(Collected data entries)
# # #
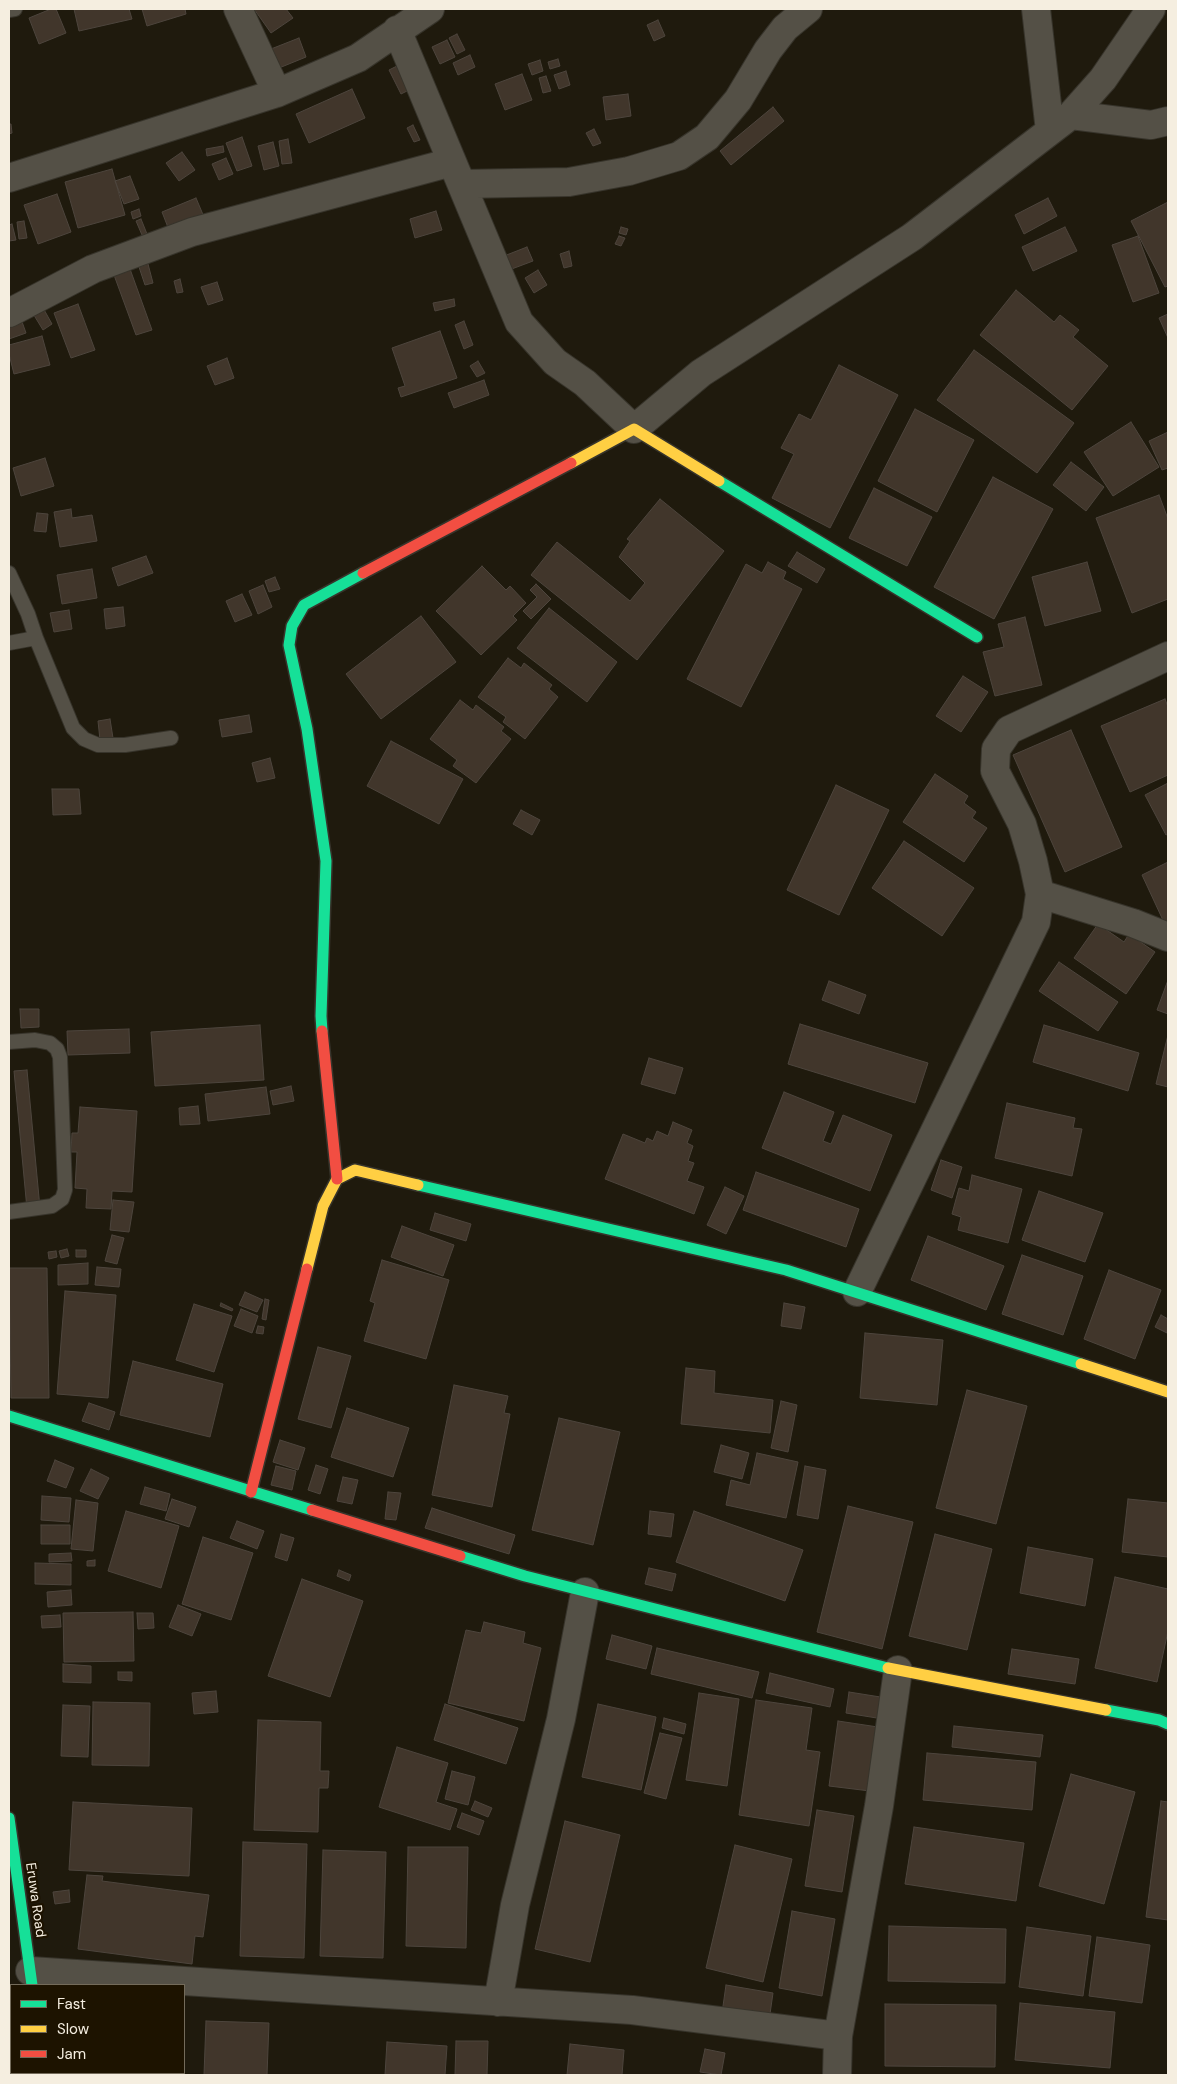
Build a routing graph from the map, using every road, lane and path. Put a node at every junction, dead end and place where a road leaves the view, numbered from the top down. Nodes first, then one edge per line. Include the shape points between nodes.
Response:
1 (15, 9) edge
2 (238, 9) edge
3 (430, 9) edge
4 (808, 9) edge
5 (1036, 9) edge
6 (1151, 9) edge
7 (9, 10) edge
8 (397, 30) junction
9 (277, 93) junction
10 (1168, 121) edge
11 (1060, 123) junction
12 (457, 173) junction
13 (9, 178) edge
14 (9, 313) edge
15 (634, 429) junction
16 (9, 573) edge
17 (36, 638) junction
18 (977, 638) dead end
19 (9, 643) edge
20 (1168, 656) edge
21 (171, 738) dead end
22 (1040, 894) junction
23 (1168, 937) edge
24 (9, 1042) edge
25 (337, 1179) junction
26 (9, 1212) edge
27 (857, 1292) junction
28 (1168, 1392) edge
29 (9, 1416) edge
30 (251, 1492) junction
31 (585, 1592) junction
32 (898, 1670) junction
33 (1168, 1724) edge
34 (9, 1818) edge
35 (31, 1978) edge
36 (148, 1984) edge
37 (185, 1986) edge
38 (498, 2002) junction
39 (838, 2036) junction
40 (837, 2075) edge

1 - 7 lane
2 - 9 street
3 - 8 street
4 - 12 street via 785,28 738,100 707,137 679,156 629,171 569,182
5 - 11 street
6 - 11 street via 1103,79
8 - 9 street via 358,58
8 - 12 street
9 - 13 street
10 - 11 street via 1150,125
11 - 15 street via 912,237 701,373
12 - 14 street via 192,232 93,270
12 - 15 street via 519,322 555,362 585,383
15 - 18 street
15 - 25 street via 304,604 292,626 289,645 307,728 326,861 321,1016
16 - 17 lane
17 - 19 lane
17 - 21 lane via 73,728 84,739 98,746
20 - 22 street via 1009,730 996,749 995,772 1022,824
22 - 23 street
22 - 27 street via 1036,922
24 - 26 lane via 35,1040 50,1043 57,1049 60,1057 65,1190 62,1199 52,1206
25 - 27 street via 355,1170 786,1270
25 - 30 street via 323,1206
27 - 28 street
29 - 30 street
30 - 31 street
31 - 32 street
31 - 38 street via 561,1720 515,1905
32 - 33 street
32 - 39 street via 879,1806
34 - 35 street, Eruwa Road
35 - 36 street
37 - 38 street
38 - 39 street via 632,2010
39 - 40 street

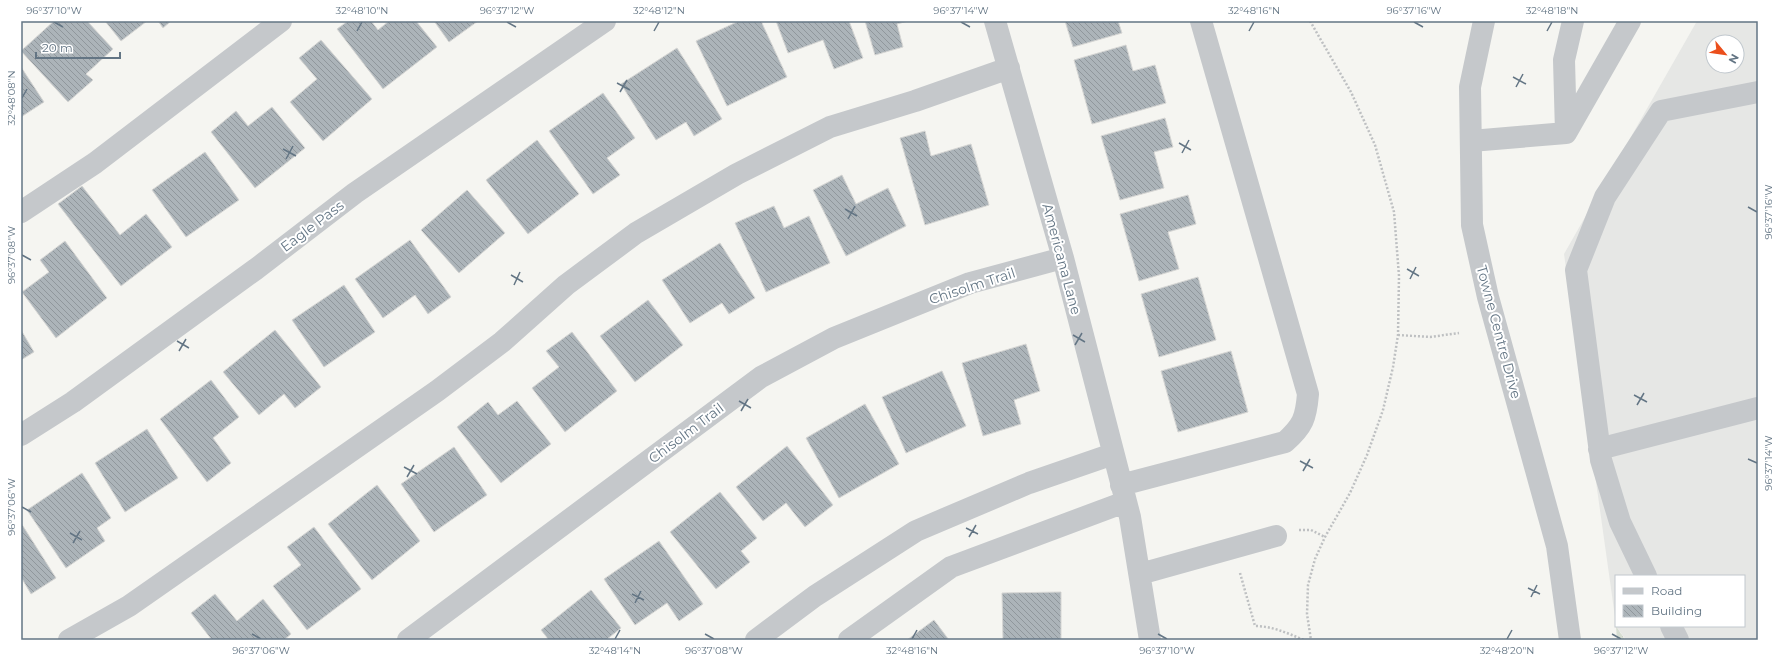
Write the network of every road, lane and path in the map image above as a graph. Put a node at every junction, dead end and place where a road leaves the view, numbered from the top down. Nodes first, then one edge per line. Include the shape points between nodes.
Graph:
1 (281, 21) edge
2 (605, 21) edge
3 (995, 21) edge
4 (1201, 21) edge
5 (1310, 21) edge
6 (1573, 21) edge
7 (1630, 21) edge
8 (1480, 23) edge
9 (1009, 68) junction
10 (1758, 92) edge
11 (1566, 134) junction
12 (1471, 140) junction
13 (21, 212) edge
14 (1063, 258) junction
15 (1458, 333) dead end
16 (1398, 335) junction
17 (1758, 408) edge
18 (21, 435) edge
19 (1599, 449) junction
20 (1113, 454) junction
21 (1123, 494) junction
22 (1276, 536) dead end
23 (1232, 548) junction
24 (1140, 574) junction
25 (1646, 575) edge
26 (1672, 627) edge
27 (68, 640) edge
28 (408, 640) edge
29 (756, 640) edge
30 (849, 640) edge
31 (1150, 640) edge
32 (1304, 640) edge
33 (1311, 640) edge
34 (1570, 640) edge
35 (1678, 640) edge

1 - 13 street via 95,163
2 - 18 street, Eagle Pass via 355,193 86,393
3 - 9 street, Americana Lane
4 - 21 street via 1308,394 1306,415 1285,442
5 - 16 path via 1352,92 1375,145 1394,212 1399,276
6 - 11 street via 1564,60
7 - 11 street
8 - 12 street, Towne Centre Drive via 1470,87
9 - 14 street, Americana Lane
9 - 27 street via 830,127 737,174 636,233 566,285 502,342 437,391 129,606
10 - 19 street via 1661,111 1605,197 1576,270
11 - 12 street
12 - 34 street, Towne Centre Drive via 1472,226 1488,297 1557,546
14 - 20 street, Americana Lane
14 - 28 street, Chisolm Trail via 963,286 834,338 760,377
15 - 16 path via 1430,337
16 - 33 path via 1383,410 1367,455 1315,559 1308,585 1307,614
17 - 19 street
19 - 25 street via 1620,522
20 - 21 street, Americana Lane
20 - 29 street via 1029,483 916,531 815,596
21 - 24 street, Americana Lane via 1130,517
21 - 30 street via 951,566
22 - 23 street
23 - 24 street
23 - 32 path via 1254,626 1264,626
24 - 31 street, Americana Lane
26 - 35 street

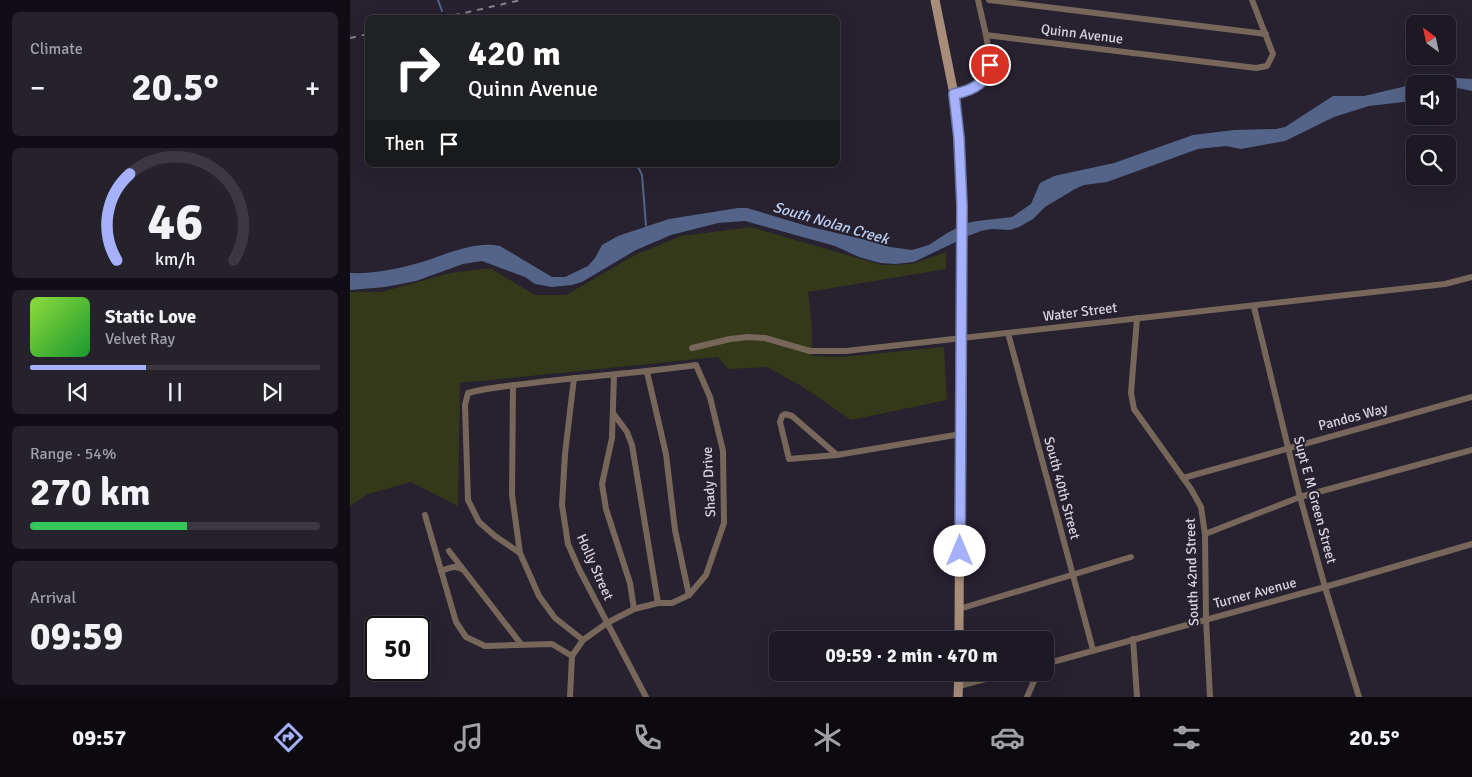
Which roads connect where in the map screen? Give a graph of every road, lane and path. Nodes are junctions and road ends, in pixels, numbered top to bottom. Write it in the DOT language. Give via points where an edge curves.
# # #
**What you have to do:** In the copy, no pictures should appear; the records themselves must be repeated exactly.

**Exercise response:**
Build a routing graph from the map, using every road, lane and path. Put a node at every junction, dead end and place where a road leaves the view, numbered from the top down. Nodes first, then one edge per line. Include the shape points between nodes.
Response:
1 (15, 9) edge
2 (238, 9) edge
3 (430, 9) edge
4 (808, 9) edge
5 (1036, 9) edge
6 (1151, 9) edge
7 (9, 10) edge
8 (397, 30) junction
9 (277, 93) junction
10 (1168, 121) edge
11 (1060, 123) junction
12 (457, 173) junction
13 (9, 178) edge
14 (9, 313) edge
15 (634, 429) junction
16 (9, 573) edge
17 (36, 638) junction
18 (977, 638) dead end
19 (9, 643) edge
20 (1168, 656) edge
21 (171, 738) dead end
22 (1040, 894) junction
23 (1168, 937) edge
24 (9, 1042) edge
25 (337, 1179) junction
26 (9, 1212) edge
27 (857, 1292) junction
28 (1168, 1392) edge
29 (9, 1416) edge
30 (251, 1492) junction
31 (585, 1592) junction
32 (898, 1670) junction
33 (1168, 1724) edge
34 (9, 1818) edge
35 (31, 1978) edge
36 (148, 1984) edge
37 (185, 1986) edge
38 (498, 2002) junction
39 (838, 2036) junction
40 (837, 2075) edge

1 - 7 lane
2 - 9 street
3 - 8 street
4 - 12 street via 785,28 738,100 707,137 679,156 629,171 569,182
5 - 11 street
6 - 11 street via 1103,79
8 - 9 street via 358,58
8 - 12 street
9 - 13 street
10 - 11 street via 1150,125
11 - 15 street via 912,237 701,373
12 - 14 street via 192,232 93,270
12 - 15 street via 519,322 555,362 585,383
15 - 18 street
15 - 25 street via 304,604 292,626 289,645 307,728 326,861 321,1016
16 - 17 lane
17 - 19 lane
17 - 21 lane via 73,728 84,739 98,746
20 - 22 street via 1009,730 996,749 995,772 1022,824
22 - 23 street
22 - 27 street via 1036,922
24 - 26 lane via 35,1040 50,1043 57,1049 60,1057 65,1190 62,1199 52,1206
25 - 27 street via 355,1170 786,1270
25 - 30 street via 323,1206
27 - 28 street
29 - 30 street
30 - 31 street
31 - 32 street
31 - 38 street via 561,1720 515,1905
32 - 33 street
32 - 39 street via 879,1806
34 - 35 street, Eruwa Road
35 - 36 street
37 - 38 street
38 - 39 street via 632,2010
39 - 40 street

Write the network of every road, lane and path in the map image above as a graph. Put a node at every junction, dead end and place where a road leaves the view, numbered from the top down. Nodes first, then one edge per line. Include the shape points between nodes.
Graph:
1 (281, 21) edge
2 (605, 21) edge
3 (995, 21) edge
4 (1201, 21) edge
5 (1310, 21) edge
6 (1573, 21) edge
7 (1630, 21) edge
8 (1480, 23) edge
9 (1009, 68) junction
10 (1758, 92) edge
11 (1566, 134) junction
12 (1471, 140) junction
13 (21, 212) edge
14 (1063, 258) junction
15 (1458, 333) dead end
16 (1398, 335) junction
17 (1758, 408) edge
18 (21, 435) edge
19 (1599, 449) junction
20 (1113, 454) junction
21 (1123, 494) junction
22 (1276, 536) dead end
23 (1232, 548) junction
24 (1140, 574) junction
25 (1646, 575) edge
26 (1672, 627) edge
27 (68, 640) edge
28 (408, 640) edge
29 (756, 640) edge
30 (849, 640) edge
31 (1150, 640) edge
32 (1304, 640) edge
33 (1311, 640) edge
34 (1570, 640) edge
35 (1678, 640) edge

1 - 13 street via 95,163
2 - 18 street, Eagle Pass via 355,193 86,393
3 - 9 street, Americana Lane
4 - 21 street via 1308,394 1306,415 1285,442
5 - 16 path via 1352,92 1375,145 1394,212 1399,276
6 - 11 street via 1564,60
7 - 11 street
8 - 12 street, Towne Centre Drive via 1470,87
9 - 14 street, Americana Lane
9 - 27 street via 830,127 737,174 636,233 566,285 502,342 437,391 129,606
10 - 19 street via 1661,111 1605,197 1576,270
11 - 12 street
12 - 34 street, Towne Centre Drive via 1472,226 1488,297 1557,546
14 - 20 street, Americana Lane
14 - 28 street, Chisolm Trail via 963,286 834,338 760,377
15 - 16 path via 1430,337
16 - 33 path via 1383,410 1367,455 1315,559 1308,585 1307,614
17 - 19 street
19 - 25 street via 1620,522
20 - 21 street, Americana Lane
20 - 29 street via 1029,483 916,531 815,596
21 - 24 street, Americana Lane via 1130,517
21 - 30 street via 951,566
22 - 23 street
23 - 24 street
23 - 32 path via 1254,626 1264,626
24 - 31 street, Americana Lane
26 - 35 street

Which roads connect where in the map screen? Give a graph of every road, lane and path. Nodes are junctions and road ends, in pixels, numbered top to bottom. Write it in the DOT language. Give via points where an edge curves.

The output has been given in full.